A card that looks “near-mint” to the naked eye often grades PSA 6 or 7 when professionally evaluated, because graders assess factors you can’t see without magnification. A third pitfall is comparing raw card prices to graded card prices as though they’re equivalent. A raw 4th Print Venusaur in excellent condition might be worth $60 to $100, but a PSA 8 version of the same card could be worth $150 to $250. Conversely, if you have a raw card in fair to good condition, grading it might drop its value by clarifying what buyers already suspect. Understanding where your card realistically sits in the condition spectrum before investing in grading is essential.

Should You Spend Money Grading Your 4th Print Venusaur?
The grading decision depends on your card’s likely grade and your goals. If you believe your 4th Print Venusaur grades PSA 9 or higher, the grading fee is justified because you’re moving into rare territory—even for 4th Print, PSA 9 copies command significant premiums and appeal to collectors who value the highest-quality versions of cards. If your card is honestly PSA 6 or PSA 7, the grading fee might not pay for itself in increased value.
The math is clearer if you plan to sell soon at retail (where graded cards move faster) versus holding long-term. Many collectors choose to leave 4th Print Venusaurs ungraded and sell them raw, which avoids the grading cost entirely and appeals to budget-conscious buyers. This is a perfectly valid strategy if you’re not targeting the premium collector market. The tradeoff is that graded cards have more price transparency and appeal to serious collectors, while raw cards appeal to casual collectors and people seeking the lowest entry price to card ownership.
The Future Market for 4th Print Venusaur Cards
Pokemon card collecting has matured from the speculative peak of 2021 into a more stable, age-driven market. Younger collectors seeking affordable Base Set cards are likely to remain interested in 4th Print versions indefinitely because they provide access without extreme cost. As the original Base Set reaches 25+ years in age, even the common print runs gain historical and nostalgic value.
4th Print Venusaurs won’t spike dramatically, but they’re unlikely to lose significant value either. The broader Pokemon card market continues to grow as the franchise remains culturally relevant and new players discover collecting. This suggests demand for accessible cards like 4th Print Venusaur will remain steady. If you own one, you’re holding a stable asset rather than a rapidly appreciating one—valuable if your goal is preservation of a card you love rather than speculation.
Conclusion
Yes, a 4th Print Venusaur is worth something, typically between $30 and $200 depending on condition and whether it’s graded. It’s not a card that will make you money through appreciation, but it’s a legitimate collectible with an active market. Real 4th Print sales on platforms like eBay and TCGPlayer confirm there are buyers, and the population data of graded copies shows collectors actively pursuing these cards.

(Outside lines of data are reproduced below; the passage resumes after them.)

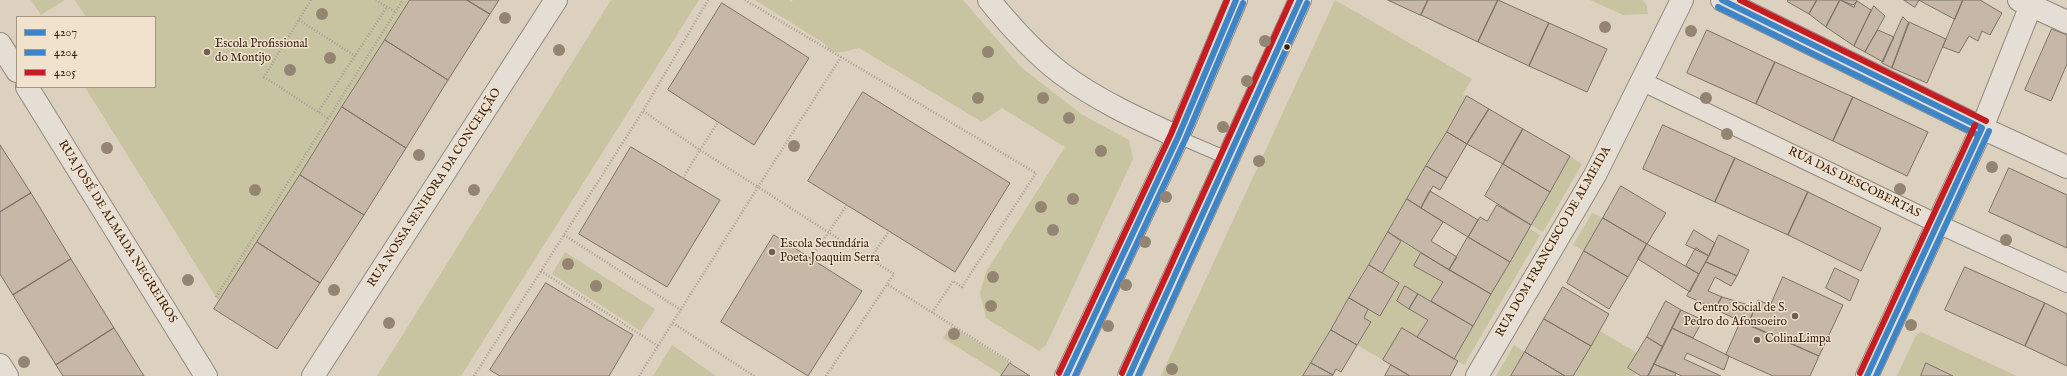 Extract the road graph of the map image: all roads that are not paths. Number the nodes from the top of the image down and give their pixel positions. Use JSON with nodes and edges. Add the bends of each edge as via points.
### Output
{"nodes":[{"id":1,"x":556,"y":0,"type":"edge"},
{"id":2,"x":989,"y":0,"type":"edge"},
{"id":3,"x":1236,"y":0,"type":"edge"},
{"id":4,"x":1300,"y":0,"type":"edge"},
{"id":5,"x":1682,"y":0,"type":"edge"},
{"id":6,"x":1722,"y":0,"type":"edge"},
{"id":7,"x":2028,"y":2,"type":"edge"},
{"id":8,"x":2067,"y":22,"type":"edge"},
{"id":9,"x":1641,"y":82,"type":"junction"},
{"id":10,"x":28,"y":88,"type":"edge"},
{"id":11,"x":1982,"y":128,"type":"junction"},
{"id":12,"x":1178,"y":138,"type":"junction"},
{"id":13,"x":1227,"y":158,"type":"junction"},
{"id":14,"x":2067,"y":168,"type":"edge"},
{"id":15,"x":1938,"y":224,"type":"junction"},
{"id":16,"x":2067,"y":283,"type":"edge"},
{"id":17,"x":0,"y":365,"type":"edge"},
{"id":18,"x":7,"y":376,"type":"edge"},
{"id":19,"x":206,"y":376,"type":"edge"},
{"id":20,"x":313,"y":376,"type":"edge"},
{"id":21,"x":1066,"y":376,"type":"edge"},
{"id":22,"x":1129,"y":376,"type":"edge"},
{"id":23,"x":1477,"y":376,"type":"edge"},
{"id":24,"x":1867,"y":376,"type":"edge"}],
"edges":[{"from":1,"to":20,"type":"street","name":"RUA NOSSA SENHORA DA CONCEIÇÃO"},
{"from":2,"to":12,"type":"street","via":[[1023,41],[1062,74],[1129,115]]},
{"from":3,"to":12,"type":"street"},
{"from":4,"to":13,"type":"street"},
{"from":5,"to":9,"type":"street","name":"RUA DOM FRANCISCO DE ALMEIDA"},
{"from":6,"to":11,"type":"street"},
{"from":7,"to":8,"type":"street"},
{"from":7,"to":11,"type":"street"},
{"from":9,"to":15,"type":"street","name":"RUA DAS DESCOBERTAS"},
{"from":9,"to":23,"type":"street","name":"RUA DOM FRANCISCO DE ALMEIDA","via":[[1595,175]]},
{"from":10,"to":19,"type":"street","name":"RUA JOSÉ DE ALMADA NEGREIROS"},
{"from":11,"to":14,"type":"street"},
{"from":11,"to":15,"type":"street"},
{"from":12,"to":13,"type":"lane"},
{"from":12,"to":21,"type":"street"},
{"from":13,"to":22,"type":"street"},
{"from":15,"to":16,"type":"street","name":"RUA DAS DESCOBERTAS"},
{"from":15,"to":24,"type":"street"},
{"from":17,"to":18,"type":"street"}]}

If you own a 4th Print Venusaur, check current prices on TCGPlayer, the price guide, and PokeScope to set realistic expectations before selling. Consider whether grading makes sense for your specific card—it’s worthwhile only if you believe it grades PSA 8 or higher. For collectors on a budget, 4th Print Venusaur represents an affordable way to own a piece of Pokemon Base Set history without the premium cost of earlier printings.